State Sen. Joe Morrissey, D-Richmond, is criticizing the Virginia Parole Board’s decision to suspend the scheduled release of Vincent Martin, sentenced in 1980 to life in prison for the killing of a Richmond police officer.

“I find it indefensible that outside forces were able to compel the Virginia Parole Board to rescind Mr. Martin’s parole, albeit temporarily for 30 days,” Morrissey wrote in the missive on state Senate letterhead dated Thursday to Parole Board Chairwoman Tonya Chapman. “The Virginia Parole Board either followed the law when they granted parole to Mr. Martin or they didn’t. If they didn’t follow the law, then say so.”

“However, if they did follow the law, then I would respectfully request that the Virginia Parole Board immediately reinstated Mr. Martin’s parole,” he added.

Morrissey said it was his understanding that Martin “had collected his personal belongings, was dressed in street clothes and was literally exiting the prison when his parole was rescinded.”

After mounting opposition to Martin’s release developed from police officials, law enforcement groups and some state legislators and prosecutors, Chapman announced Monday that Martin’s release was being put on “temporary hold.” Martin originally was to have been released April 30, but the date was inexplicably moved back to May 11.

Chapman, who became chair April 16 after the Parole Board voted 4-0 to release Martin, said she felt it would be prudent to delay Martin’s release for a period not to exceed 30 days to allow the Office of the Inspector General time to investigate how the board reached its decision. It has not been disclosed who ordered that investigation.

Chapman said the board remains confident in its decision to release Martin and looks forward to the conclusion of the inspector general’s administrative investigation.

Martin, 64, has served 40 years for the execution-style fatal shooting of Richmond police officer Michael Connors in 1979. Former Parole Board Chairwoman Adrianne Bennett said Martin has been rehabilitated and has become a mediator and mentor to other prisoners.
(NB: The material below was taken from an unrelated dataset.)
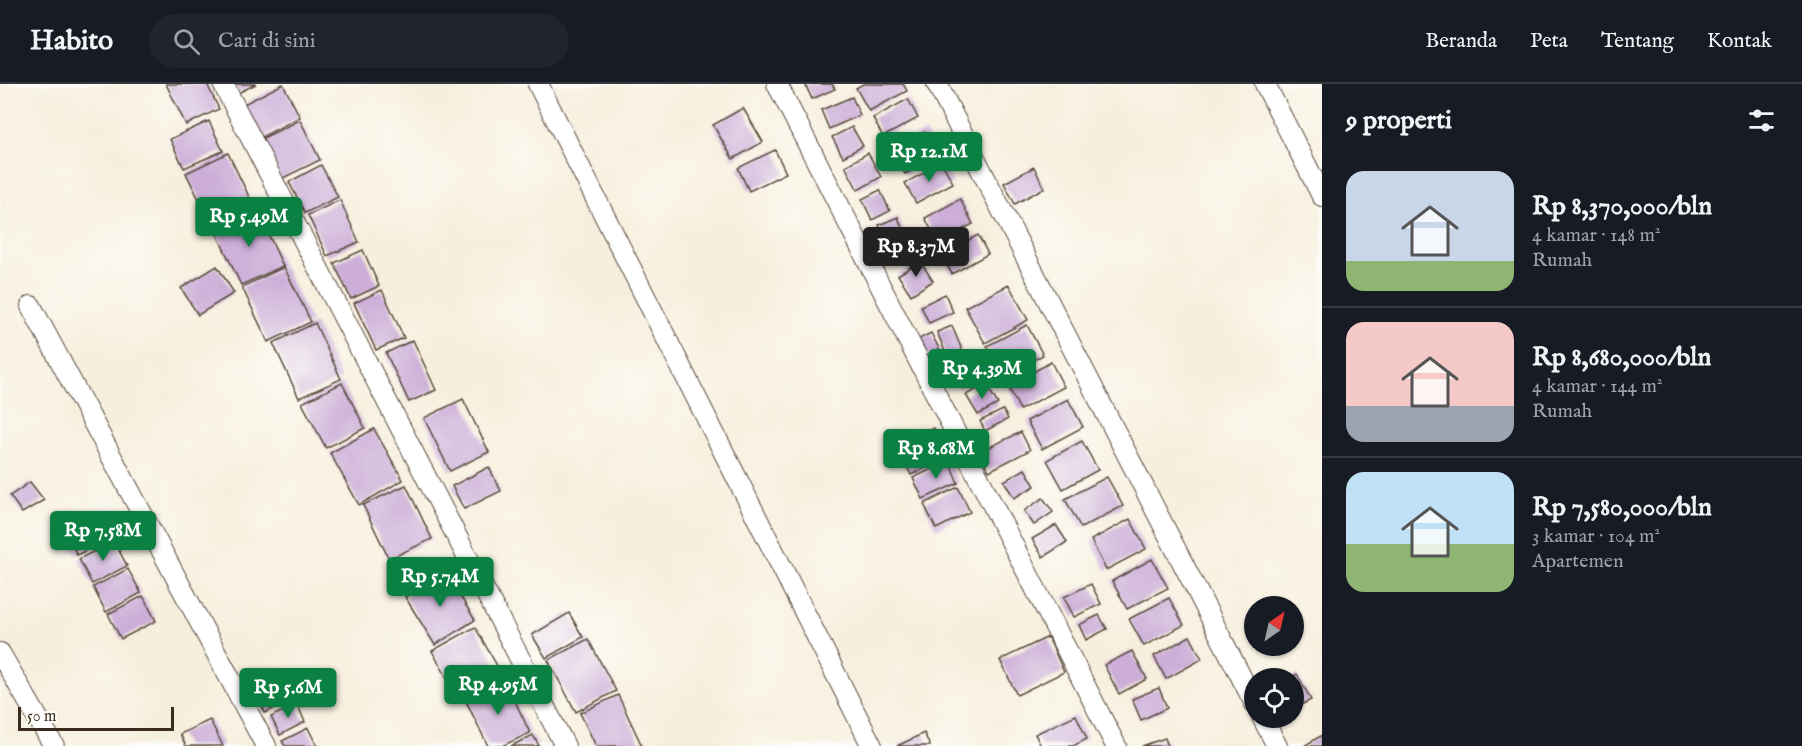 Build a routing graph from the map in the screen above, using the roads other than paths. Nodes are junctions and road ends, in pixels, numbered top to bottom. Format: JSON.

In his letter, Morrissey said although he was writing only for himself, “please be advised that I have spoken with several other legislators who have expressed to me in no uncertain terms that they are very disturbed that the Virginia Parole Board would succumb to outside pressures and influence.”

Contacted Friday, the president of the Virginia Association of Chiefs of Police, which has helped spearhead the effort to block Martin’s release, said in addition to the Martin case, numerous other Parole Board decisions to release convicted violent criminals recently have come to light, and an investigation by the Inspector General is “not only appropriate, it is necessary.”

“Surely, Sen. Morrissey wouldn’t suggest that the rush to release convicted criminals into our communities should take precedence over the rights of victims,” said VACP President Howard Hall, who is also Roanoke County’s police chief. “As an elected official, I would hope that he would do more than ‘assume’ that proper processes are being followed.”

“Several members of the General Assembly have called for a moratorium on the parole of all violent felons until these issues can be resolved,” he added. “This seems to be a far more reasonable and appropriate approach to such an important issue.”